Closed neilsikka closed 4 years ago
Hi @neilsikka - yes indeed, if you provide an incomplete regex-pattern ('tiny-regex-c.exe [' is an unmatched character class if I am not mistaken), memory corruption will ensue.
If you are concerned about security problems, this library is not for you.
If you want a small implementation of a regex library, with bugs etc. as described in the README, the project may be of interest.
EDIT: I think this has been fixed in #44. I am unsure how to reproduce though, so will not re-open. I still think you should consider other libraries for serious business, if you can. Much was sacrificed for minimalism in tiny-regex, and I think e.g. PCRE is both faster and more thoroughly tested than this library could ever be.
If you’re not going to fix this, the responsible thing would be to put a big boldface disclaimer in the README saying that “this library does not check patterns for validity, and may produce undefined behavior including memory corruption when given an invalid pattern.”

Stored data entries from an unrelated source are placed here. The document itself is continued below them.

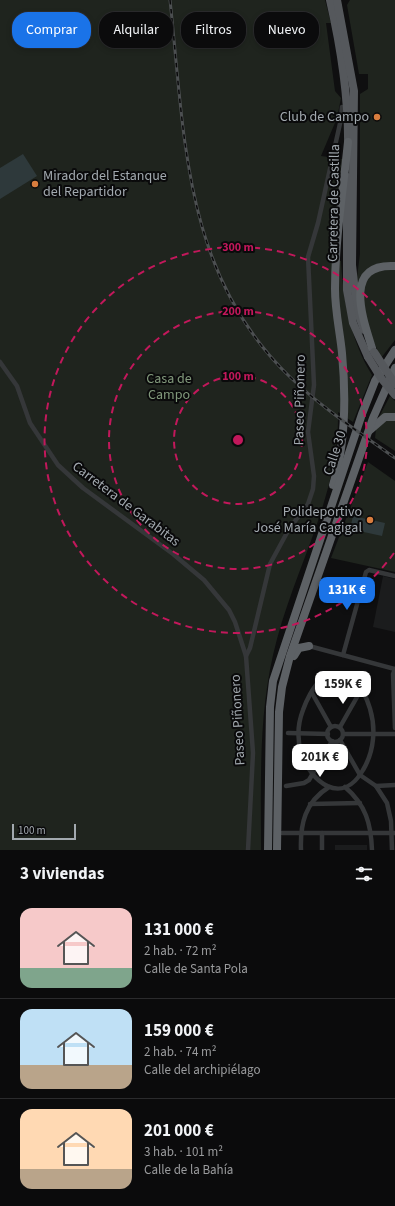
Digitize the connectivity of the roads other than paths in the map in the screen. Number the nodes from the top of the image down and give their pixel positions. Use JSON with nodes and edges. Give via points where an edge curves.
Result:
{"nodes":[{"id":1,"x":330,"y":0,"type":"edge"},
{"id":2,"x":337,"y":0,"type":"edge"},
{"id":3,"x":342,"y":107,"type":"dead end"},
{"id":4,"x":348,"y":142,"type":"junction"},
{"id":5,"x":395,"y":266,"type":"edge"},
{"id":6,"x":395,"y":342,"type":"edge"},
{"id":7,"x":395,"y":350,"type":"edge"},
{"id":8,"x":371,"y":352,"type":"junction"},
{"id":9,"x":0,"y":362,"type":"edge"},
{"id":10,"x":395,"y":368,"type":"edge"},
{"id":11,"x":375,"y":381,"type":"junction"},
{"id":12,"x":395,"y":384,"type":"edge"},
{"id":13,"x":395,"y":395,"type":"edge"},
{"id":14,"x":395,"y":417,"type":"edge"},
{"id":15,"x":368,"y":432,"type":"junction"},
{"id":16,"x":310,"y":570,"type":"junction"},
{"id":17,"x":395,"y":576,"type":"edge"},
{"id":18,"x":300,"y":627,"type":"junction"},
{"id":19,"x":309,"y":646,"type":"junction"},
{"id":20,"x":343,"y":655,"type":"junction"},
{"id":21,"x":246,"y":656,"type":"junction"},
{"id":22,"x":395,"y":669,"type":"edge"},
{"id":23,"x":395,"y":677,"type":"edge"},
{"id":24,"x":282,"y":687,"type":"junction"},
{"id":25,"x":360,"y":690,"type":"junction"},
{"id":26,"x":312,"y":693,"type":"junction"},
{"id":27,"x":394,"y":703,"type":"edge"},
{"id":28,"x":332,"y":727,"type":"junction"},
{"id":29,"x":340,"y":727,"type":"junction"},
{"id":30,"x":395,"y":728,"type":"edge"},
{"id":31,"x":288,"y":733,"type":"dead end"},
{"id":32,"x":374,"y":733,"type":"junction"},
{"id":33,"x":298,"y":734,"type":"junction"},
{"id":34,"x":328,"y":734,"type":"junction"},
{"id":35,"x":343,"y":734,"type":"junction"},
{"id":36,"x":395,"y":734,"type":"edge"},
{"id":37,"x":340,"y":740,"type":"junction"},
{"id":38,"x":332,"y":741,"type":"junction"},
{"id":39,"x":313,"y":774,"type":"junction"},
{"id":40,"x":360,"y":775,"type":"junction"},
{"id":41,"x":395,"y":785,"type":"edge"},
{"id":42,"x":286,"y":786,"type":"dead end"},
{"id":43,"x":376,"y":786,"type":"junction"},
{"id":44,"x":329,"y":787,"type":"junction"},
{"id":45,"x":345,"y":787,"type":"junction"},
{"id":46,"x":360,"y":803,"type":"junction"},
{"id":47,"x":310,"y":804,"type":"junction"},
{"id":48,"x":282,"y":833,"type":"dead end"},
{"id":49,"x":301,"y":833,"type":"junction"},
{"id":50,"x":322,"y":833,"type":"junction"},
{"id":51,"x":371,"y":833,"type":"junction"},
{"id":52,"x":393,"y":833,"type":"edge"},
{"id":53,"x":248,"y":850,"type":"edge"},
{"id":54,"x":268,"y":850,"type":"edge"},
{"id":55,"x":277,"y":850,"type":"edge"},
{"id":56,"x":301,"y":850,"type":"edge"},
{"id":57,"x":322,"y":850,"type":"edge"},
{"id":58,"x":372,"y":850,"type":"edge"},
{"id":59,"x":392,"y":850,"type":"edge"}],
"edges":[{"from":1,"to":4,"type":"highway","name":"Carretera de Castilla","via":[[343,69]]},
{"from":2,"to":8,"type":"highway","name":"Carretera de Castilla","via":[[354,91],[353,284],[360,320]]},
{"from":3,"to":21,"type":"street","name":"Paseo Piñonero","via":[[318,223],[308,257],[314,385],[308,432],[314,476],[313,490],[308,504],[270,564]]},
{"from":4,"to":8,"type":"highway","name":"Carretera de Castilla","via":[[347,290],[353,323]]},
{"from":4,"to":16,"type":"highway","via":[[335,290],[343,366],[342,443]]},
{"from":5,"to":8,"type":"highway","via":[[382,266],[371,271],[360,289],[363,320]]},
{"from":6,"to":11,"type":"highway"},
{"from":7,"to":11,"type":"highway","name":"Calle 30"},
{"from":8,"to":12,"type":"highway","name":"Carretera de Castilla","bridge":true},
{"from":8,"to":13,"type":"highway","name":"Carretera de Castilla","bridge":true,"via":[[381,378]]},
{"from":9,"to":21,"type":"street","name":"Carretera de Garabitas","via":[[17,386],[30,423],[58,465],[94,496],[204,580],[235,622]]},
{"from":10,"to":15,"type":"highway","name":"Calle 30"},
{"from":11,"to":16,"type":"highway","name":"Calle 30"},
{"from":14,"to":15,"type":"highway","via":[[389,416],[381,420]]},
{"from":15,"to":18,"type":"highway","name":"Calle 30"},
{"from":16,"to":54,"type":"highway","via":[[273,681],[270,707]]},
{"from":17,"to":20,"type":"street","via":[[369,570],[366,572]]},
{"from":18,"to":19,"type":"highway","via":[[304,643]]},
{"from":18,"to":24,"type":"highway","name":"Calle 30"},
{"from":19,"to":20,"type":"street"},
{"from":19,"to":24,"type":"highway","via":[[297,650]]},
{"from":20,"to":22,"type":"street"},
{"from":21,"to":53,"type":"street","name":"Paseo Piñonero","via":[[253,753]]},
{"from":22,"to":23,"type":"street"},
{"from":23,"to":27,"type":"street"},
{"from":24,"to":55,"type":"highway","via":[[279,712]]},
{"from":25,"to":26,"type":"street","via":[[358,684],[352,681],[323,681]]},
{"from":25,"to":29,"type":"street"},
{"from":25,"to":32,"type":"street","via":[[370,711]]},
{"from":26,"to":28,"type":"street"},
{"from":26,"to":33,"type":"street","via":[[301,715]]},
{"from":27,"to":30,"type":"street"},
{"from":28,"to":29,"type":"street"},
{"from":28,"to":34,"type":"street"},
{"from":29,"to":35,"type":"street"},
{"from":31,"to":33,"type":"street"},
{"from":32,"to":35,"type":"street"},
{"from":32,"to":36,"type":"street"},
{"from":32,"to":40,"type":"street","via":[[370,754]]},
{"from":33,"to":34,"type":"street"},
{"from":33,"to":39,"type":"street","via":[[301,752]]},
{"from":34,"to":38,"type":"street"},
{"from":35,"to":37,"type":"street"},
{"from":37,"to":38,"type":"street"},
{"from":37,"to":40,"type":"street"},
{"from":38,"to":39,"type":"street"},
{"from":39,"to":42,"type":"street","via":[[304,783]]},
{"from":39,"to":44,"type":"street","via":[[321,784]]},
{"from":40,"to":43,"type":"street"},
{"from":40,"to":45,"type":"street","via":[[352,784]]},
{"from":41,"to":43,"type":"street"},
{"from":43,"to":52,"type":"street","via":[[387,803]]},
{"from":44,"to":45,"type":"street"},
{"from":44,"to":47,"type":"street"},
{"from":45,"to":46,"type":"street"},
{"from":46,"to":47,"type":"street"},
{"from":46,"to":51,"type":"street"},
{"from":47,"to":49,"type":"street","via":[[303,819]]},
{"from":48,"to":49,"type":"street"},
{"from":49,"to":50,"type":"street"},
{"from":49,"to":56,"type":"street"},
{"from":50,"to":51,"type":"street"},
{"from":50,"to":57,"type":"street"},
{"from":51,"to":52,"type":"street"},
{"from":51,"to":58,"type":"street"},
{"from":52,"to":59,"type":"street"}]}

Otherwise users will naturally assume the library rejects invalid patterns (or at worst produces invalid output without undefined side effects), since that’s how every other regex library I can think of works. And it would be all too easy to decide to use this in a situation where the patterns consist of untrusted input.
The term “Attractive Nuisance” comes to mind.

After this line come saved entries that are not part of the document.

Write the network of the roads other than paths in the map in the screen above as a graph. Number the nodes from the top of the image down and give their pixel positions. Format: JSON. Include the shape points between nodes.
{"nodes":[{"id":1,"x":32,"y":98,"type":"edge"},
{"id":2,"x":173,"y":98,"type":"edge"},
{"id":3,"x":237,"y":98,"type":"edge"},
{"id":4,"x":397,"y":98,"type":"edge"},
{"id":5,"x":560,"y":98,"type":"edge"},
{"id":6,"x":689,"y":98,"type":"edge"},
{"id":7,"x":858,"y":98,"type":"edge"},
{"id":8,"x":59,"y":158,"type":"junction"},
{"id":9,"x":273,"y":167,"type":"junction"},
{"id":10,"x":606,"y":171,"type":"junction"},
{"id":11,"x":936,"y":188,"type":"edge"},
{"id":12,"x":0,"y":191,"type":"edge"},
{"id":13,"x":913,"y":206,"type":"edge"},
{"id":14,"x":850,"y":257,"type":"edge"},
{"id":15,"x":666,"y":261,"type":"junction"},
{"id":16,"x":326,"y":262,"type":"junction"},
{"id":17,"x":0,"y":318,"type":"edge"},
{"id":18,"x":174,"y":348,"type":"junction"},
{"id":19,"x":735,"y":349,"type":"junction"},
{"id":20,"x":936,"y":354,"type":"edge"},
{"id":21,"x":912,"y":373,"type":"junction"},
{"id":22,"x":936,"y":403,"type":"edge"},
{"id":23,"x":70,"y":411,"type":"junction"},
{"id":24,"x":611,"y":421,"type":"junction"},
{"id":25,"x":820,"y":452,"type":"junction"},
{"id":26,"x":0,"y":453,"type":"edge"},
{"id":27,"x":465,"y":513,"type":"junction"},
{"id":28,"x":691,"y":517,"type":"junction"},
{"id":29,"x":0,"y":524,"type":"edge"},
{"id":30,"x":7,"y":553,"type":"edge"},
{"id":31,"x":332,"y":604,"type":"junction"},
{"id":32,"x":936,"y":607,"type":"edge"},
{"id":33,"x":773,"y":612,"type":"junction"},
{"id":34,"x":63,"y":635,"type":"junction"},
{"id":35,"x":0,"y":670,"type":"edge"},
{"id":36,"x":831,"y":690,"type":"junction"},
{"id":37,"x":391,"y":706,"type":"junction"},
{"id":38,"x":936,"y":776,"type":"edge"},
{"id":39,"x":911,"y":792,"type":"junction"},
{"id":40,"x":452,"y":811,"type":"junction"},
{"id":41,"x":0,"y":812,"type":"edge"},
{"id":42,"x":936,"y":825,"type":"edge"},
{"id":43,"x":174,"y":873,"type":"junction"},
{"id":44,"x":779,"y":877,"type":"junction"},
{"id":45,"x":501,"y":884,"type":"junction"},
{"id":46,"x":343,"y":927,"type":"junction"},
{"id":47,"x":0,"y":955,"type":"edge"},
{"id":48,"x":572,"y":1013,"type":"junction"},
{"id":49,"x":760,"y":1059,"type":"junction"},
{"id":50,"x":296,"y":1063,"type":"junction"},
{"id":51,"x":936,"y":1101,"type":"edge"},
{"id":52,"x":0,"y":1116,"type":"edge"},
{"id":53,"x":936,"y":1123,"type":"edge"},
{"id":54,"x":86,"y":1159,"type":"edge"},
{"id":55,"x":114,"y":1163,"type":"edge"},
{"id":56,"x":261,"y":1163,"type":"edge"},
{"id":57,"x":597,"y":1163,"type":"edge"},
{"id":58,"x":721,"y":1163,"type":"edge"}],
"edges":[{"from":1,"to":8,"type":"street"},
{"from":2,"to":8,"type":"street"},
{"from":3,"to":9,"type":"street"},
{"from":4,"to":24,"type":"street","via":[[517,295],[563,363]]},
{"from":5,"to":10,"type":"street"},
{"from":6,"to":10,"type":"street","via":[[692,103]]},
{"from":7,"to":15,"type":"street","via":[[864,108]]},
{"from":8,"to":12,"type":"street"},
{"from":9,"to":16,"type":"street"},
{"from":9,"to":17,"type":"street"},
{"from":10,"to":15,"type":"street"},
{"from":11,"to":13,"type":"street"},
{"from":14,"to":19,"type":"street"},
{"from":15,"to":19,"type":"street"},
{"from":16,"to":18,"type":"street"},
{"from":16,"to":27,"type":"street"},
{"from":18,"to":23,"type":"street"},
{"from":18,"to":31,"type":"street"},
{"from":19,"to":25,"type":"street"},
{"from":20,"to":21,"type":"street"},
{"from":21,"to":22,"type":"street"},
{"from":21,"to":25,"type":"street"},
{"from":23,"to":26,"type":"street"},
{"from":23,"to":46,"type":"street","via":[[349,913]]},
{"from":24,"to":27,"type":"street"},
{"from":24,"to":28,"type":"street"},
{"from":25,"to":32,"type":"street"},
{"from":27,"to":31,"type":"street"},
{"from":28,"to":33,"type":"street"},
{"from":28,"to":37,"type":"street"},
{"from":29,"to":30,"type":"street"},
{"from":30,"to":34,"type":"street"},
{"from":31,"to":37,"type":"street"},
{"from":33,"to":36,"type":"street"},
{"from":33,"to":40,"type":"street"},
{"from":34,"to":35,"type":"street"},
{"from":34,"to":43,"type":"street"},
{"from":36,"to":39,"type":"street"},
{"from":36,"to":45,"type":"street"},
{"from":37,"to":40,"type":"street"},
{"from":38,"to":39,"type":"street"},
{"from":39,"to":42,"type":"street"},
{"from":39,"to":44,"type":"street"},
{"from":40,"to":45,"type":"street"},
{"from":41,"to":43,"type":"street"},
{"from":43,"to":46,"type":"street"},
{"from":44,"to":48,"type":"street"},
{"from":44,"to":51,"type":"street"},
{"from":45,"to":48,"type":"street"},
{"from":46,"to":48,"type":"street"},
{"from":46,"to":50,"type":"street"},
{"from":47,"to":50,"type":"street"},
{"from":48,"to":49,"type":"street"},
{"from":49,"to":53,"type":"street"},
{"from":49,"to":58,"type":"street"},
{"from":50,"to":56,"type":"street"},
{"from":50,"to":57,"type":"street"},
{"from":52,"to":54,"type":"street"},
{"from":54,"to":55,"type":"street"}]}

Hi @snej - is this still an issue?
From this thread: https://github.com/kokke/tiny-regex-c/issues/44 and the discussion, I got the impression that these issues were squashed.
I am not near a computer now, so can’t test myself.

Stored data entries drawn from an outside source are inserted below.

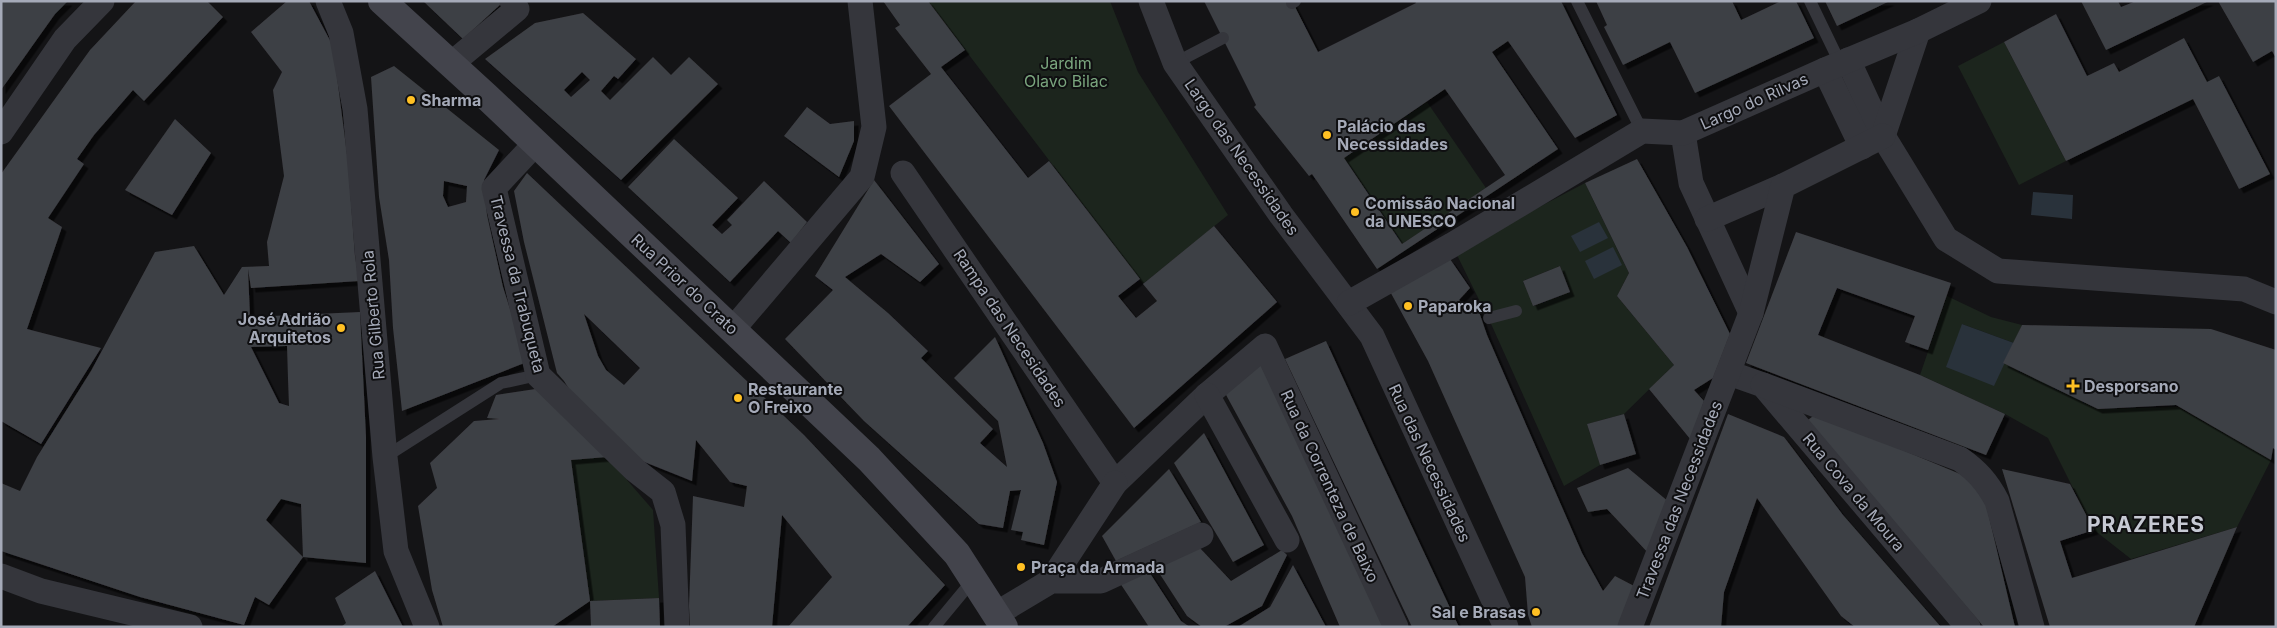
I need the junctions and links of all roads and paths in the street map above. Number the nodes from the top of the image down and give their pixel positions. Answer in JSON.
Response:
{"nodes":[{"id":1,"x":102,"y":1,"type":"edge"},
{"id":2,"x":328,"y":1,"type":"edge"},
{"id":3,"x":382,"y":1,"type":"edge"},
{"id":4,"x":512,"y":1,"type":"edge"},
{"id":5,"x":860,"y":1,"type":"edge"},
{"id":6,"x":1151,"y":1,"type":"edge"},
{"id":7,"x":1577,"y":1,"type":"edge"},
{"id":8,"x":1810,"y":1,"type":"edge"},
{"id":9,"x":1979,"y":1,"type":"edge"},
{"id":10,"x":1918,"y":32,"type":"junction"},
{"id":11,"x":1223,"y":38,"type":"dead end"},
{"id":12,"x":1175,"y":63,"type":"junction"},
{"id":13,"x":451,"y":64,"type":"junction"},
{"id":14,"x":1838,"y":64,"type":"junction"},
{"id":15,"x":1642,"y":131,"type":"junction"},
{"id":16,"x":1,"y":132,"type":"edge"},
{"id":17,"x":1683,"y":133,"type":"junction"},
{"id":18,"x":1872,"y":142,"type":"junction"},
{"id":19,"x":536,"y":143,"type":"junction"},
{"id":20,"x":904,"y":173,"type":"dead end"},
{"id":21,"x":1783,"y":186,"type":"junction"},
{"id":22,"x":1707,"y":219,"type":"junction"},
{"id":23,"x":2276,"y":302,"type":"edge"},
{"id":24,"x":1349,"y":303,"type":"junction"},
{"id":25,"x":1516,"y":311,"type":"dead end"},
{"id":26,"x":1751,"y":313,"type":"junction"},
{"id":27,"x":1489,"y":318,"type":"dead end"},
{"id":28,"x":733,"y":329,"type":"junction"},
{"id":29,"x":1729,"y":373,"type":"junction"},
{"id":30,"x":538,"y":375,"type":"junction"},
{"id":31,"x":1763,"y":385,"type":"junction"},
{"id":32,"x":1207,"y":395,"type":"junction"},
{"id":33,"x":386,"y":457,"type":"junction"},
{"id":34,"x":1115,"y":483,"type":"junction"},
{"id":35,"x":1201,"y":535,"type":"dead end"},
{"id":36,"x":1287,"y":540,"type":"dead end"},
{"id":37,"x":1,"y":576,"type":"edge"},
{"id":38,"x":973,"y":580,"type":"junction"},
{"id":39,"x":1051,"y":581,"type":"junction"},
{"id":40,"x":1000,"y":620,"type":"edge"},
{"id":41,"x":190,"y":627,"type":"edge"},
{"id":42,"x":427,"y":627,"type":"edge"},
{"id":43,"x":677,"y":627,"type":"edge"},
{"id":44,"x":934,"y":627,"type":"edge"},
{"id":45,"x":1396,"y":627,"type":"edge"},
{"id":46,"x":1506,"y":627,"type":"edge"},
{"id":47,"x":1630,"y":627,"type":"edge"},
{"id":48,"x":1968,"y":627,"type":"edge"},
{"id":49,"x":2032,"y":627,"type":"edge"}],
"edges":[{"from":1,"to":16,"type":"street"},
{"from":2,"to":33,"type":"street","name":"Rua Gilberto Rola"},
{"from":3,"to":13,"type":"street","name":"Rua Prior do Crato"},
{"from":4,"to":13,"type":"street"},
{"from":5,"to":28,"type":"street"},
{"from":6,"to":12,"type":"street","name":"Largo das Necessidades"},
{"from":7,"to":15,"type":"lane"},
{"from":8,"to":14,"type":"lane"},
{"from":9,"to":10,"type":"street","name":"Largo do Rilvas"},
{"from":10,"to":14,"type":"street","name":"Largo do Rilvas"},
{"from":10,"to":18,"type":"street"},
{"from":11,"to":12,"type":"lane"},
{"from":12,"to":24,"type":"street","name":"Largo das Necessidades"},
{"from":13,"to":19,"type":"street","name":"Rua Prior do Crato"},
{"from":14,"to":17,"type":"street","name":"Largo do Rilvas"},
{"from":14,"to":18,"type":"street","name":"Largo do Rilvas"},
{"from":15,"to":17,"type":"street","name":"Largo do Rilvas"},
{"from":15,"to":24,"type":"street"},
{"from":17,"to":22,"type":"street","name":"Largo do Rilvas"},
{"from":18,"to":21,"type":"street"},
{"from":18,"to":23,"type":"street","name":"Largo do Rilvas"},
{"from":19,"to":28,"type":"street","name":"Rua Prior do Crato"},
{"from":19,"to":30,"type":"street","name":"Travessa da Trabuqueta"},
{"from":20,"to":34,"type":"street","name":"Rampa das Necesidades"},
{"from":21,"to":22,"type":"street"},
{"from":21,"to":26,"type":"street"},
{"from":22,"to":26,"type":"street","name":"Largo do Rilvas"},
{"from":24,"to":46,"type":"street","name":"Rua das Necessidades"},
{"from":25,"to":27,"type":"lane"},
{"from":26,"to":29,"type":"street"},
{"from":28,"to":38,"type":"street","name":"Rua Prior do Crato"},
{"from":29,"to":31,"type":"street"},
{"from":29,"to":47,"type":"street","name":"Travessa das Necessidades"},
{"from":30,"to":33,"type":"lane"},
{"from":30,"to":43,"type":"street","name":"Travessa da Trabuqueta"},
{"from":31,"to":48,"type":"street","name":"Rua Cova da Moura"},
{"from":31,"to":49,"type":"street"},
{"from":32,"to":34,"type":"street"},
{"from":32,"to":36,"type":"street"},
{"from":32,"to":45,"type":"street","name":"Rua da Correnteza de Baixo"},
{"from":33,"to":42,"type":"street","name":"Rua Gilberto Rola"},
{"from":34,"to":39,"type":"street"},
{"from":35,"to":39,"type":"street"},
{"from":37,"to":41,"type":"street"},
{"from":38,"to":40,"type":"street"},
{"from":38,"to":44,"type":"lane"},
{"from":39,"to":40,"type":"street"}]}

If this is indeed still an issue, I will add a warning about incorrect usage as you suggest.
@snej To summarize and give you some context: #44 and the changes that ensued (see https://github.com/kokke/tiny-regex-c/commit/1a279e04014b70b0695fba559a7c05d55e6ee90b), made the library pass formal verification by KLEE.
After those changes, I removed the warning in the readme about not validating erroneous regex patterns.
I will appreciate a piece of code or a command so I can reproduce the alledged problem in a case such as this. Or even better (if possible): a PR fixing the problem.
@snej I had the chance to run KLEE on the code and (according to the tool) the code is proven free of run-time errors. So as far as I can tell, the bugs were indeed squashed in #44.
To be completely frank with you: I think you should have verified this for yourself, before chiming in on a closed issue from 2019.
Another approach would have been to just ask if this was fixed, before lecturing me on responsibility and "attractive nuisances". I did not appreciate that last comment and I found it accusing.
I am sure you had the best intentions, but in my opinion your approach was ham-fisted.
No harm, no foul: Thanks for your interest in this project.
Best wishes and I hope you will enjoy the weekend :)
My apologies — someone linked to this issue in a forum, and I stupidly didn't notice how old the timestamp was. 😔 Glad it's fixed.
Hi @snej - thanks for being so upfront and no worries at all :)
Having now seen the lobste.rs-post (mentioned in #57) I totally understand how that situation arose. I don't come back to edit all issues normally, so I can easily understand how it wasn't easy to spot how this had been fixed.
I can see now, that my comment(s) were too harsh and dismissive - I apologize for that. I was in a rush when replying (chronic condition?) ... I have edited the original post to substantiate my comment a bit.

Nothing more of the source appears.